People that fish out of a kayak always have a preference on what type of water they would prefer to be on, what type of fish they love going after the best, what type of bait or lures works the best, brands of rods and reels… opinions on everything and anything. Around the area of Central New York, there are all sorts of different bodies of water, and species of fish to target. The primary for me would have to be river fishing for largemouth and small mouth bass.
Coming along with River Fishing is the planning that goes along with it. Planning a “Float” is almost as important as making sure you bring your rod and reel along.

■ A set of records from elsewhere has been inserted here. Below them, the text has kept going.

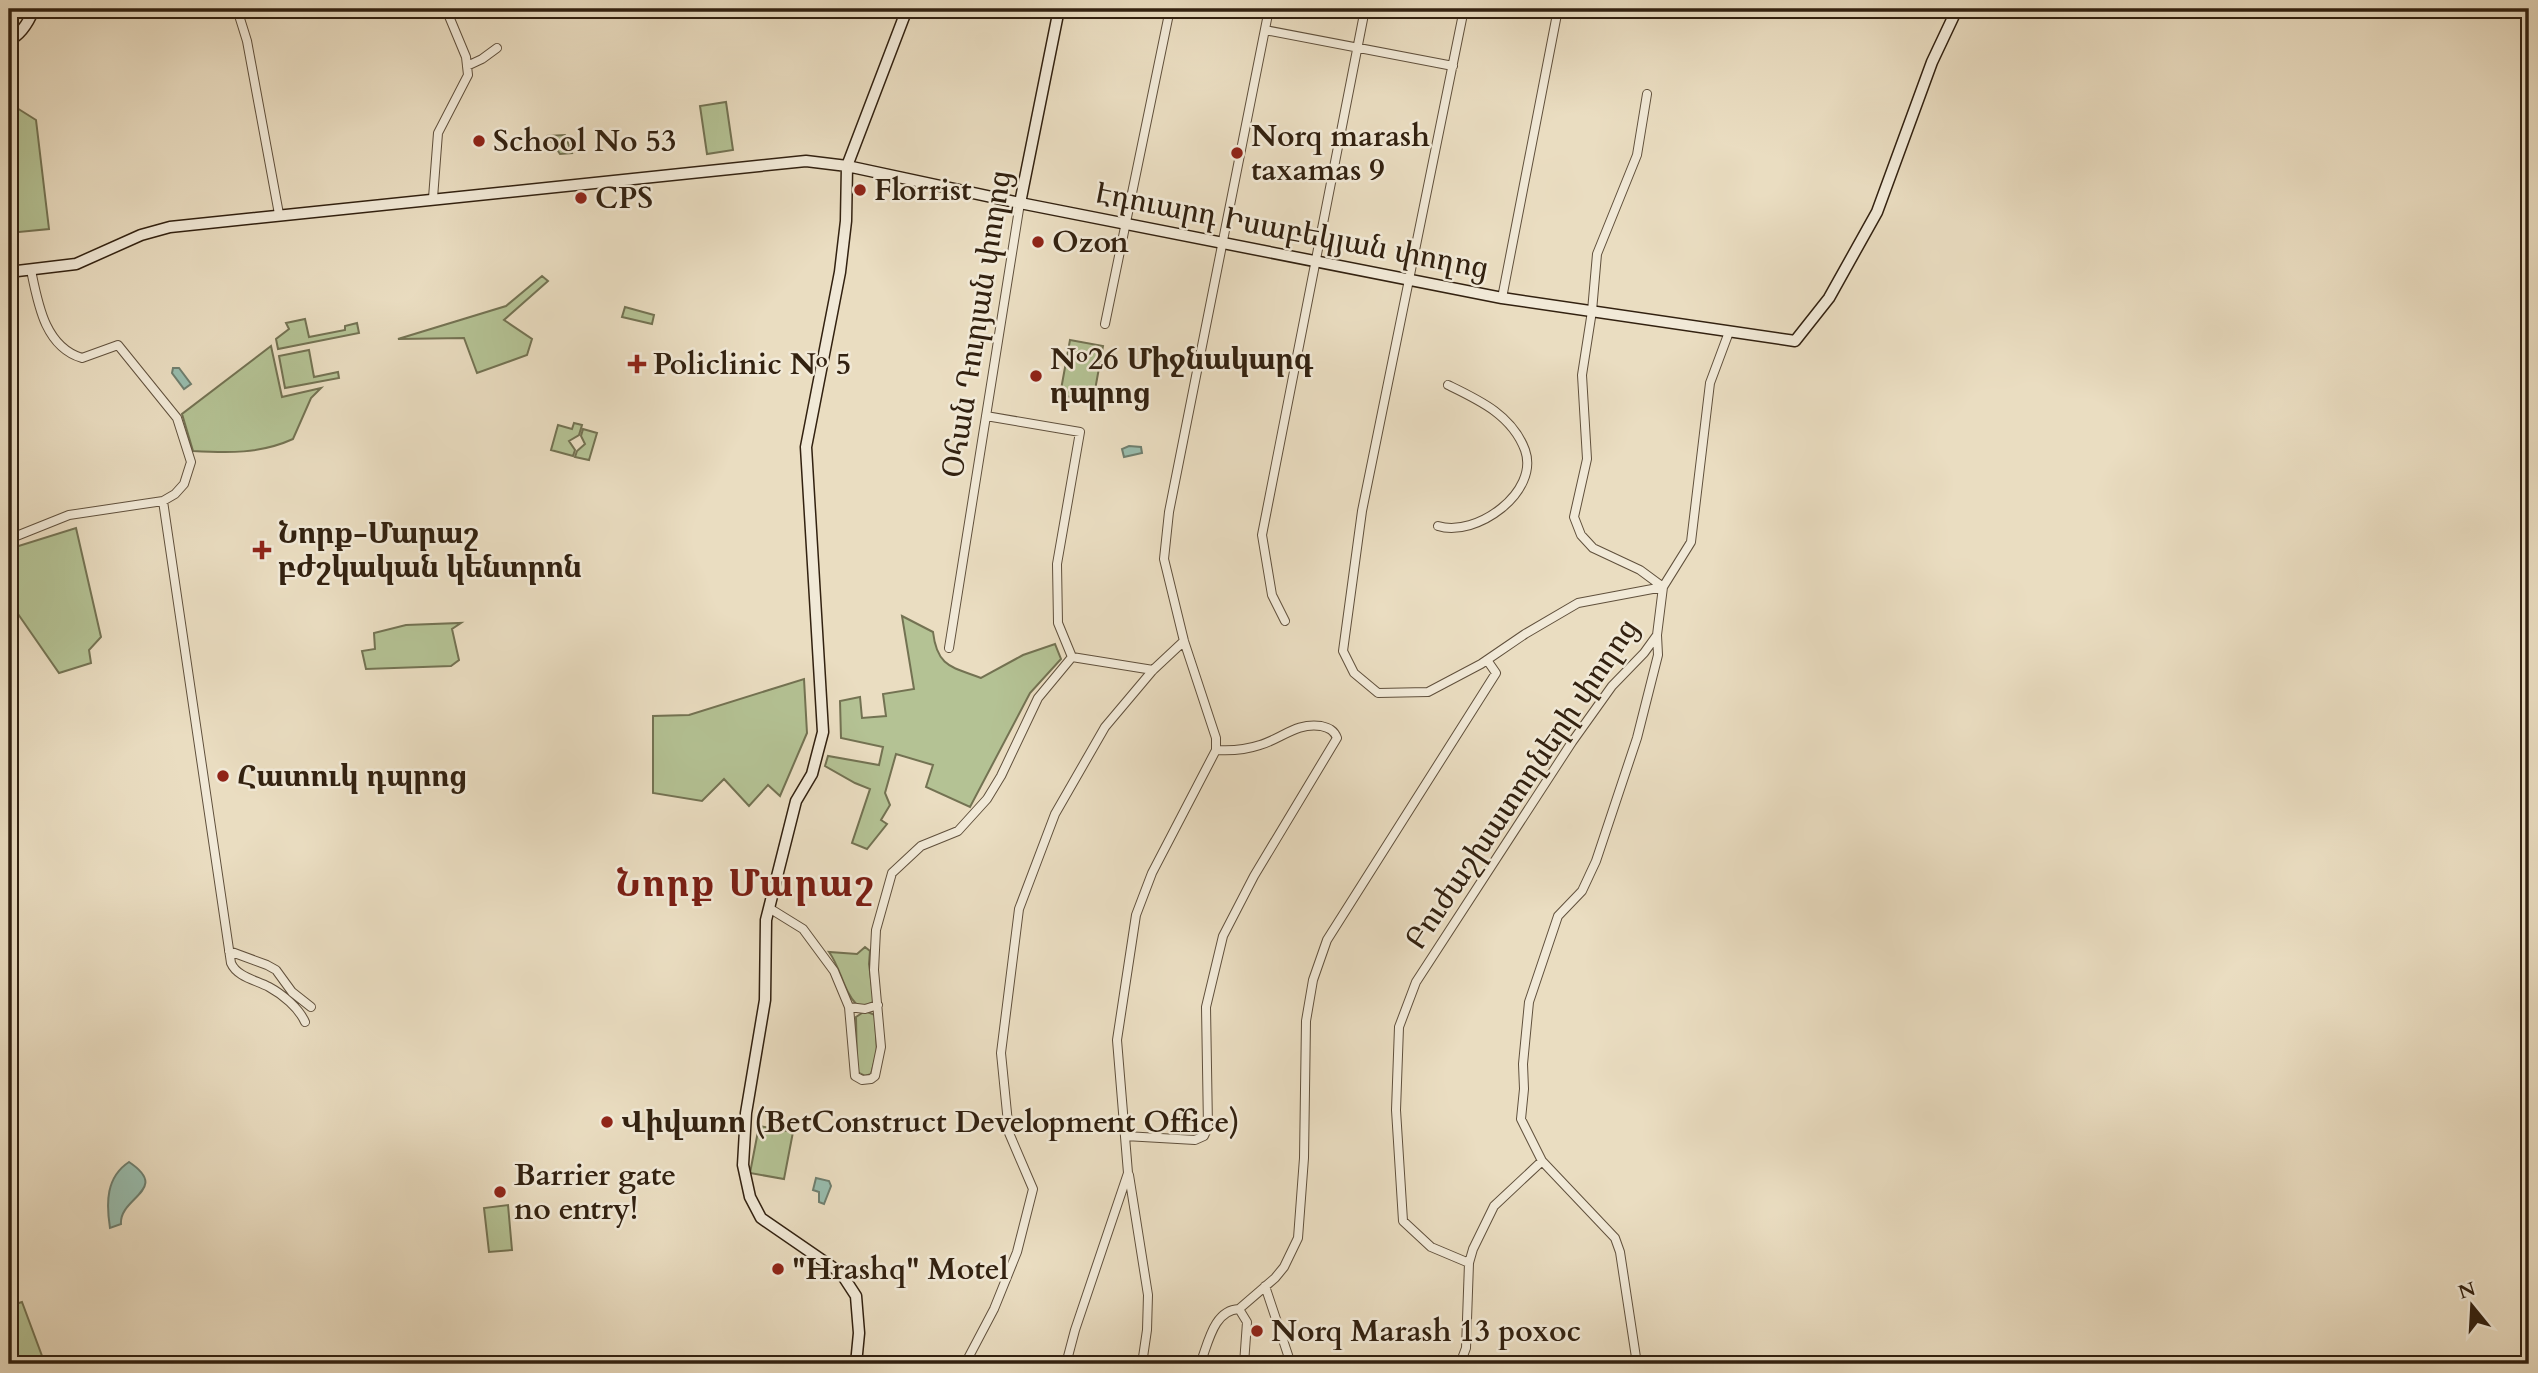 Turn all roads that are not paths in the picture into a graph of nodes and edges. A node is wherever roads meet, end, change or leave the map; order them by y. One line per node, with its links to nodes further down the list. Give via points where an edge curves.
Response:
1 (34, 9): 13 (main road)
2 (237, 9): 22 (street)
3 (446, 9): 16 (street)
4 (907, 9): 19 (main road)
5 (1059, 9): 21 (main road, Օհան Դուրյան փողոց)
6 (1170, 9): 23 (street)
7 (1269, 9): 12 (street)
8 (1365, 9): 15 (street)
9 (1464, 9): 17 (street)
10 (1558, 9): 29 (street)
11 (1957, 9): 32 (main road, Էդուարդ Իսաբեկյան փողոց, via 1932,62 1877,212 1829,299 1795,341)
12 (1265, 30): 15 (street); 24 (street)
13 (9, 40)
14 (497, 48): 16 (street)
15 (1357, 48): 17 (street); 25 (street)
16 (467, 66): 20 (street, via 468,75 438,133)
17 (1452, 66): 28 (street)
18 (1647, 94): 30 (street, via 1637,155 1597,254)
19 (847, 166): 20 (main road, Էդուարդ Իսաբեկյան փողոց, via 796,162); 21 (main road, Էդուարդ Իսաբեկյան փողոց); 47 (main road, via 840,272 806,447 823,732 812,774 796,802)
20 (433, 198): 22 (main road, Էդուարդ Իսաբեկյան փողոց)
21 (1020, 203): 23 (main road, Էդուարդ Իսաբեկյան փողոց); 34 (street, Օհան Դուրյան փողոց)
22 (279, 214): 26 (main road, Էդուարդ Իսաբեկյան փողոց, via 170,227 76,264)
23 (1126, 224): 24 (main road, Էդուարդ Իսաբեկյան փողոց); 31 (street)
24 (1221, 243): 25 (main road, Էդուարդ Իսաբեկյան փողոց); 41 (street, via 1164,559)
25 (1317, 261): 28 (main road, Էդուարդ Իսաբեկյան փողոց); 39 (street, via 1262,535 1272,595)
26 (32, 270): 27 (main road, Էդուարդ Իսաբեկյան փողոց); 35 (street, via 38,302 59,346 82,358 118,345 177,418 191,462 181,488)
27 (9, 272)
28 (1410, 278): 29 (main road, Էդուարդ Իսաբեկյան փողոց); 44 (street, via 1362,511 1343,651 1354,673 1378,693 1428,692)
29 (1502, 298): 30 (main road, Էդուարդ Իսաբեկյան փողոց)
30 (1592, 310): 32 (main road, Էդուարդ Իսաբեկյան փողոց); 38 (street, via 1582,375 1587,459 1574,517 1593,548 1640,570)
31 (1105, 324)
32 (1729, 332): 38 (street, via 1710,383 1691,542)
33 (1448, 385): 36 (street, via 1499,414 1519,438 1527,463 1517,492 1490,516 1466,528)
34 (986, 416): 42 (street, Օհան Դուրյան փողոց); 43 (street, via 1080,432 1058,564 1058,623)
35 (163, 501): 37 (street, via 69,515); 48 (street)
36 (1438, 526)
37 (9, 539)
38 (1663, 587): 40 (street, Բուժաշխատողների փողոց); 44 (street, via 1578,603)
39 (1286, 621)
40 (1657, 635): 54 (street, via 1658,655 1637,738 1597,861 1582,891 1558,916 1529,1002 1521,1119); 56 (street, Բուժաշխատողների փողոց, via 1612,686 1572,742 1416,982 1399,1027 1396,1110 1403,1222 1431,1247)
41 (1184, 641): 45 (street); 46 (street)
42 (949, 648)
43 (1072, 657): 45 (street); 49 (street, via 1038,698 986,799 958,831 921,846 892,873 876,930)
44 (1487, 660): 57 (street, via 1496,673 1327,940 1313,980 1306,1021 1298,1238 1284,1267)
45 (1153, 670): 60 (street, via 1105,727 1055,814 1019,909 1001,1053 1009,1133 1033,1189 1017,1252)
46 (1216, 750): 53 (street, via 1152,873 1136,915 1117,1040); 53 (street, via 1259,746 1308,724 1336,734 1223,936 1206,1007 1205,1136 1195,1140)
47 (769, 908): 51 (street, via 803,929 834,971); 59 (main road, via 765,1000 746,1113 744,1174 761,1218 841,1273 856,1296)
48 (229, 951): 50 (street, via 276,970); 52 (street, via 234,970 271,988 301,1012)
49 (878, 1005): 51 (street); 51 (street, via 881,1047 875,1076 866,1080 854,1073)
50 (311, 1007)
51 (849, 1007)
52 (305, 1022)
53 (1125, 1136): 55 (street)
54 (1542, 1161): 56 (street, via 1493,1206); 67 (street, via 1615,1238)
55 (1129, 1172): 61 (street); 62 (street, via 1148,1295)
56 (1469, 1263): 66 (street, via 1466,1348)
57 (1265, 1286): 58 (street); 65 (street)
58 (1239, 1309): 63 (street, via 1219,1319); 64 (street, via 1247,1322)
59 (856, 1364)
60 (965, 1364)
61 (1066, 1364)
62 (1142, 1364)
63 (1200, 1364)
64 (1244, 1364)
65 (1291, 1364)
66 (1460, 1364)
67 (1637, 1364) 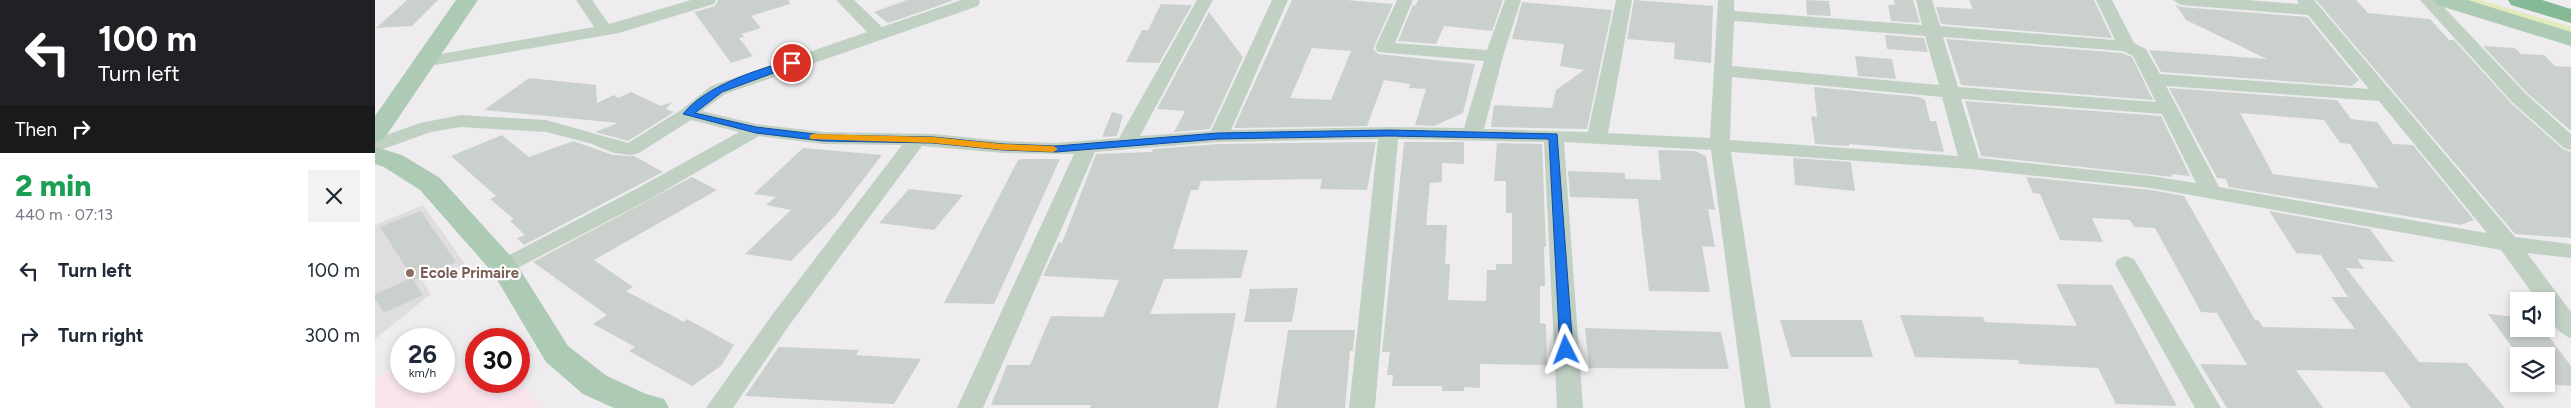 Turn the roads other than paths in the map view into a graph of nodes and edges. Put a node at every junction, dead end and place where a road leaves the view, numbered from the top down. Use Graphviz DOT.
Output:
graph roads {
  1 [pos="467,0"];
  2 [pos="584,0"];
  3 [pos="708,0"];
  4 [pos="844,0"];
  5 [pos="1205,0"];
  6 [pos="1280,0"];
  7 [pos="1405,0"];
  8 [pos="1513,0"];
  9 [pos="1624,0"];
  10 [pos="1924,0"];
  11 [pos="2104,0"];
  12 [pos="2181,0"];
  13 [pos="2429,0"];
  14 [pos="2445,0"];
  15 [pos="2519,0"];
  16 [pos="972,2"];
  17 [pos="2309,5"];
  18 [pos="1726,7"];
  19 [pos="2571,16"];
  20 [pos="1932,30"];
  21 [pos="605,31"];
  22 [pos="879,34"];
  23 [pos="2571,39"];
  24 [pos="2127,46"];
  25 [pos="1494,56"];
  26 [pos="424,62"];
  27 [pos="1723,71"];
  28 [pos="2152,79"];
  29 [pos="1950,92"];
  30 [pos="2383,96"];
  31 [pos="2169,109"];
  32 [pos="688,114"];
  33 [pos="2563,129"];
  34 [pos="756,130"];
  35 [pos="1389,133"];
  36 [pos="1473,133"];
  37 [pos="375,134"];
  38 [pos="1218,136"];
  39 [pos="1554,136"];
  40 [pos="1597,138"];
  41 [pos="916,140"];
  42 [pos="1126,144"];
  43 [pos="2571,144"];
  44 [pos="1720,145"];
  45 [pos="375,146"];
  46 [pos="1087,148"];
  47 [pos="375,155"];
  48 [pos="1970,164"];
  49 [pos="2211,192"];
  50 [pos="2508,244"];
  51 [pos="2571,250"];
  52 [pos="2126,264"];
  53 [pos="504,266"];
  54 [pos="2571,329"];
  55 [pos="652,408"];
  56 [pos="719,408"];
  57 [pos="971,408"];
  58 [pos="1362,408"];
  59 [pos="1570,408"];
  60 [pos="1758,408"];
  61 [pos="2207,408"];
  1 -- 26 [label="main road"];
  2 -- 21 [label="street"];
  3 -- 21 [label="street"];
  4 -- 22 [label="street"];
  5 -- 42 [label="street"];
  6 -- 38 [label="street"];
  7 -- 25 [label="street"];
  8 -- 25 [label="street"];
  9 -- 40 [label="street"];
  10 -- 20 [label="street"];
  11 -- 24 [label="street"];
  12 -- 17 [label="street"];
  13 -- 33 [label="street"];
  14 -- 23 [label="main road"];
  15 -- 19 [label="highway"];
  16 -- 22 [label="street"];
  17 -- 30 [label="street"];
  18 -- 20 [label="street"];
  18 -- 27 [label="street"];
  20 -- 24 [label="street"];
  20 -- 29 [label="street"];
  21 -- 26 [label="street"];
  22 -- 32 [label="street"];
  24 -- 28 [label="street"];
  25 -- 36 [label="street"];
  26 -- 37 [label="main road"];
  27 -- 29 [label="street"];
  27 -- 44 [label="street"];
  28 -- 30 [label="street"];
  28 -- 31 [label="street"];
  29 -- 31 [label="street"];
  29 -- 48 [label="street"];
  30 -- 50 [label="street"];
  31 -- 49 [label="street"];
  32 -- 34 [label="street"];
  32 -- 45 [label="street"];
  33 -- 43 [label="street"];
  34 -- 41 [label="street"];
  34 -- 53 [label="street"];
  35 -- 36 [label="street"];
  35 -- 38 [label="street"];
  35 -- 58 [label="street"];
  36 -- 39 [label="street"];
  38 -- 42 [label="street"];
  39 -- 40 [label="street"];
  39 -- 59 [label="street"];
  40 -- 44 [label="street"];
  41 -- 46 [label="street"];
  41 -- 56 [label="street"];
  42 -- 46 [label="street"];
  44 -- 48 [label="street"];
  44 -- 60 [label="street"];
  46 -- 57 [label="street"];
  47 -- 53 [label="main road"];
  48 -- 49 [label="street"];
  49 -- 50 [label="street"];
  50 -- 51 [label="street"];
  50 -- 54 [label="street"];
  52 -- 61 [label="street"];
  53 -- 55 [label="main road"];
}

Living and working on the Seneca River, which connects Seneca Lake to Cayuga Lake (the two largest Finger Lakes in central New York) I have had a chance to float down that section of River many times, and have learned a lot of “do’s and do not’s” in the process.
A good rule of thumb, as always when you are paddling, is to use the buddy system, having a put in and take out point is one thing, but not having transportation when you take out makes it pretty pointless. Having a vehicle at your take out point, with at the very least, a way to get back to your portage vehicle would easily allow you to do a lot more fishing, instead of having to paddle all the way back up river to your put in location. Another key thing to remember when parking is to make sure you have the right/permission to park where you are. Nothing worse than coming back from a day on the water to a ticket on your car, or worse…. No car.
Which brings me to my next point, it seems silly, but knowing the details about the river you are setting up to fish can truly be the difference maker on the outcome of your day; current conditions, tides if applicable), hot spots, and even the best baits. Nothing is worse than putting in at your location, planning this great float, only to find out you are floating the other direction. Also, talking to locals in the area, you might find out that an area that looks great for the fish you are going after is actually a complete waste of time, and something that should just be skipped. So, do your homework and be prepared.
The main thing you should always remember is to just have fun, fishing is all about unplugging and recharging your mental tanks, being out on the water is supposed to be a pleasant experience and proper planning is key to a relaxing day on the water. Follow these simple pointers, and get out and float!